Video: Ben Neilson and Cole Taylor

The granite of the Wasatch range in Utah is a once-abstracted version of the greater walls of Yosemite—the cracks flare further, lean harder, and the foot holds are not only slippery, but also tend to flake away under pressure. Depending on perspective, this either makes these canyons a horribly stressful and insecure venue to push your limits, or the ultimate training ground for big wall goals.

I personally have sided with the later and heavily base my Salt Lake climbing in Little Cottonwood Canyon. When beginning work as a BD engineer, I was new in town and my lineup of fresh routes to try and onsight seemed never ending. A few years into the ritual of after work outings, I exhausted this genre. My focus then turned to projecting the challenging routes on local granite and adding a few FA’s of my own. I wrote out a list of all the hardest Wasatch test pieces and began putting in the work to gain the skills needed to tick them off.
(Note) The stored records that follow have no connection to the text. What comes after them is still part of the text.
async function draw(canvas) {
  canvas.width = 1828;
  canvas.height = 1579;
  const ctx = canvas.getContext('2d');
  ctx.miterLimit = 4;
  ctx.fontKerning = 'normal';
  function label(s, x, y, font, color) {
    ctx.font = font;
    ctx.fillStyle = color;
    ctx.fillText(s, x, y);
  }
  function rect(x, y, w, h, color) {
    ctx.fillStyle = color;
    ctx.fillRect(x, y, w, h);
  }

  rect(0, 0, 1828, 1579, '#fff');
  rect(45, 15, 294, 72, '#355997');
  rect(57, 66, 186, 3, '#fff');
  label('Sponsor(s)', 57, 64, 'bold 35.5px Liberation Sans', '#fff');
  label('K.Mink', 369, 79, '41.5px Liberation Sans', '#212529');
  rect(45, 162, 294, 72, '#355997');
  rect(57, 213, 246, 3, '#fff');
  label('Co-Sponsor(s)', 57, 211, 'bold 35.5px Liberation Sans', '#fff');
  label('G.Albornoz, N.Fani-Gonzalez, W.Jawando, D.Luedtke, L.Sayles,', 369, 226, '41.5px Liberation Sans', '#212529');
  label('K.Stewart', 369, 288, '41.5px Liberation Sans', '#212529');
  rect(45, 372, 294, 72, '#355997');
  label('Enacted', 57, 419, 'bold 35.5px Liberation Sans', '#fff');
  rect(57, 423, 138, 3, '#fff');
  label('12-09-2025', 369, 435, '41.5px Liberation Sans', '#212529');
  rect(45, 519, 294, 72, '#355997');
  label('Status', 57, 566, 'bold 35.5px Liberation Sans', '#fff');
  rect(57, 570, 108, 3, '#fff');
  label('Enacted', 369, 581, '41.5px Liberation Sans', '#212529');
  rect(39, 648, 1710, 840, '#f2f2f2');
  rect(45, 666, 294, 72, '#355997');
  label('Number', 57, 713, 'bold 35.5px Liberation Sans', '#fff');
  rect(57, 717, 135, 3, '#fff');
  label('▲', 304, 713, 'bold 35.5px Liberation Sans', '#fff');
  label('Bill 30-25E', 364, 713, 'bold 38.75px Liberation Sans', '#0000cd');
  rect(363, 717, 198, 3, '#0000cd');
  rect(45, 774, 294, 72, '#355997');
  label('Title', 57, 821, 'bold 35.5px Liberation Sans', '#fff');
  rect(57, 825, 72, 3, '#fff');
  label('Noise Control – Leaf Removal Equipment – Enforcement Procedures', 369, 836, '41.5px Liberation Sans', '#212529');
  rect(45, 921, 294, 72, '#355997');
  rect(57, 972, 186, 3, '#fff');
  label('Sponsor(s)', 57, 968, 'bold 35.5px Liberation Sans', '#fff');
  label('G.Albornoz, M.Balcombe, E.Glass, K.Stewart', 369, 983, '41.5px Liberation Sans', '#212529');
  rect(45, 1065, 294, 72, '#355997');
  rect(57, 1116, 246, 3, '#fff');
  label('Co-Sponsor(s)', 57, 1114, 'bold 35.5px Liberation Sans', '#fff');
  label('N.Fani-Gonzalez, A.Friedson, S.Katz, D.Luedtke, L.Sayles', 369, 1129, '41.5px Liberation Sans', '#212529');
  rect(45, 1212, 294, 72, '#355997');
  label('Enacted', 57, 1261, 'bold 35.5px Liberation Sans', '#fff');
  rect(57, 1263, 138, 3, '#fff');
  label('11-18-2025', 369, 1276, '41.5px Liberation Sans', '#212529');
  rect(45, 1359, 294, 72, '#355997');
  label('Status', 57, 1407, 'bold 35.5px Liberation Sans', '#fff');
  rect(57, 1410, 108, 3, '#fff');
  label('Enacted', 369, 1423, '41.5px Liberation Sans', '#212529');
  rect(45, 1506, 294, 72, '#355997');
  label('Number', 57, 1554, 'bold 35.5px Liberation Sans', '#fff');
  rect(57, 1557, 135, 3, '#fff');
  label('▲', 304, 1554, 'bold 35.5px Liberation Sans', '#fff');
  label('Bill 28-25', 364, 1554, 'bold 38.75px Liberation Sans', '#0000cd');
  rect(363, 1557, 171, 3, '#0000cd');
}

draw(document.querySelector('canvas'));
While technically one canyon over from Little Cottonwood, Ring that Bell shares the same stone and was a shadowy figure on my list. The first ascensionist’s notorious Mountain Project writeup gave descriptions of dynamic movement, insecure climbing, and even a topo of microcam-with-screamer placements to manage the objective danger. I knew this route was unrepeated. I skipped right over it and ticked off higher graded but safer routes before even seriously considering the line, as I am generally not motivated by danger in climbing. Finally, in November of 2019, I felt tuned up on the granite enough to give an attempt in a ground-up style.
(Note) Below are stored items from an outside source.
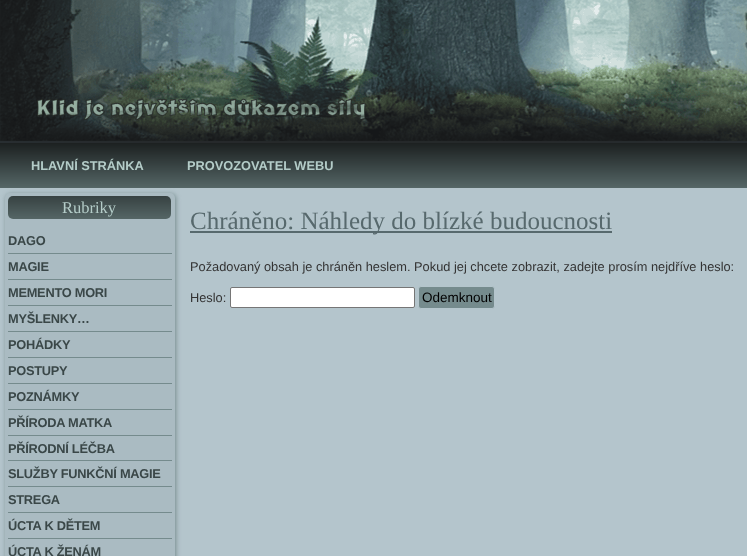 <!DOCTYPE html>
<meta charset="utf-8">
<style>body { margin: 0 } canvas { display: block }</style>
<canvas id="canvas" width="747" height="556"></canvas>
<img id="img1" src="img_01.png" hidden>
<img id="img2" src="img_02.png" hidden>
<img id="img3" src="img_03.png" hidden>
<img id="img4" src="img_04.png" hidden>
<script>
window.onload = function () {
	const canvas = document.getElementById("canvas");
	const ctx = canvas.getContext("2d");
	ctx.miterLimit = 4;
	ctx.fontKerning = "normal";
	function txt(s, x, y) {
		ctx.fillText(s, x, y);
	}
	function fill(x, y, w, h) {
		ctx.fillRect(x, y, w, h);
	}
	function round(x, y, w, h, r) {
		ctx.beginPath();
		ctx.roundRect(x, y, w, h, r);
		ctx.fill();
	}
	function img(id, x, y, w, h) {
		ctx.drawImage(document.getElementById(id), x, y, w, h);
	}

	ctx.fillStyle = "#FFFFFF";
	fill(0, 0, 747, 556);
	img("img1", 0, 141, 747, 2);
	img("img2", 0, 0, 747, 141);
	img("img3", 0, 143, 747, 45);
	ctx.fillStyle = "#B4C5CC";
	fill(0, 188, 747, 368);
	ctx.fillStyle = "#758B8D";
	ctx.filter = "blur(2.5px)";
	ctx.beginPath();
	ctx.roundRect(6, 194, 170, 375, 5);
	ctx.fill();
	ctx.filter = "none";
	ctx.fillStyle = "#AABBC2";
	round(5, 193, 170, 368, 5);
	img("img4", 8, 196, 163, 23);
	ctx.fillStyle = "#758B8D";
	fill(8, 253, 164, 1);
	fill(8, 279, 164, 1);
	fill(8, 305, 164, 1);
	fill(8, 331, 164, 1);
	fill(8, 357, 164, 1);
	fill(8, 383, 164, 1);
	fill(8, 409, 164, 1);
	fill(8, 435, 164, 1);
	fill(8, 460, 164, 1);
	fill(8, 486, 164, 1);
	fill(8, 512, 164, 1);
	fill(8, 538, 164, 1);
	ctx.fillStyle = "#57696D";
	fill(190, 231, 422, 2);
	ctx.fillStyle = "#FFFFFF";
	ctx.beginPath();
	ctx.roundRect(230.5, 287.5, 184, 20, 1.5);
	ctx.fill();
	ctx.strokeStyle = "#767676";
	ctx.stroke();
	ctx.fillStyle = "#758B8D";
	ctx.beginPath();
	ctx.roundRect(418.5, 286.5, 76, 22, 2.5);
	ctx.fill();
	ctx.strokeStyle = "#B4C5CC";
	ctx.stroke();
	ctx.font = "bold 12.8px Liberation Sans";
	ctx.fillStyle = "#B4CCC8";
	txt("HLAVNÍ STRÁNKA", 31, 170);
	txt("PROVOZOVATEL WEBU", 187, 170);
	ctx.font = "16.5px Liberation Serif";
	txt("Rubriky", 62, 213);
	ctx.letterSpacing = "-0.25px";
	ctx.font = "bold 12.8px Liberation Sans";
	ctx.fillStyle = "#3A4748";
	txt("DAGO", 8, 245);
	txt("MAGIE", 8, 271);
	txt("MEMENTO MORI", 8, 297);
	txt("MYŠLENKY…", 8, 323);
	txt("POHÁDKY", 8, 349);
	txt("POSTUPY", 8, 375);
	txt("POZNÁMKY", 8, 401);
	txt("PŘÍRODA MATKA", 8, 427);
	txt("PŘÍRODNÍ LÉČBA", 8, 453);
	txt("SLUŽBY FUNKČNÍ MAGIE", 8, 478);
	txt("STREGA", 8, 504);
	txt("ÚCTA K DĚTEM", 8, 530);
	txt("ÚCTA K ŽENÁM", 8, 556);
	ctx.letterSpacing = "0px";
	ctx.font = "25px Liberation Serif";
	ctx.fillStyle = "#57696D";
	txt("Chráněno: Náhledy do blízké budoucnosti", 190, 229);
	ctx.font = "12.8px Liberation Sans";
	ctx.fillStyle = "#333333";
	txt("Požadovaný obsah je chráněn heslem. Pokud jej chcete zobrazit, zadejte prosím nejdříve heslo:", 190, 271);
	txt("Heslo:", 190, 302);
	ctx.font = "13.5px Liberation Sans";
	ctx.fillStyle = "#000000";
	txt("Odemknout", 422, 302);
};
</script>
Ring that Bell remains a proud line that barely protects with traditional gear. I may not have discouraged Brad’s initial prodding about adding bolts, but I am pleased that it is frozen in its original state. The danger level plays out as a near perfect inverse to physical difficulty throughout the pitch, creating a highly memorable rock climb. I cherish the local granite crags as practice climbing, frequently repeating routes to perfection, being satisfied once I can complete the maneuvers on a whim any given day. Ring that Bell, however, will reside firmly in a different category of one-and-done.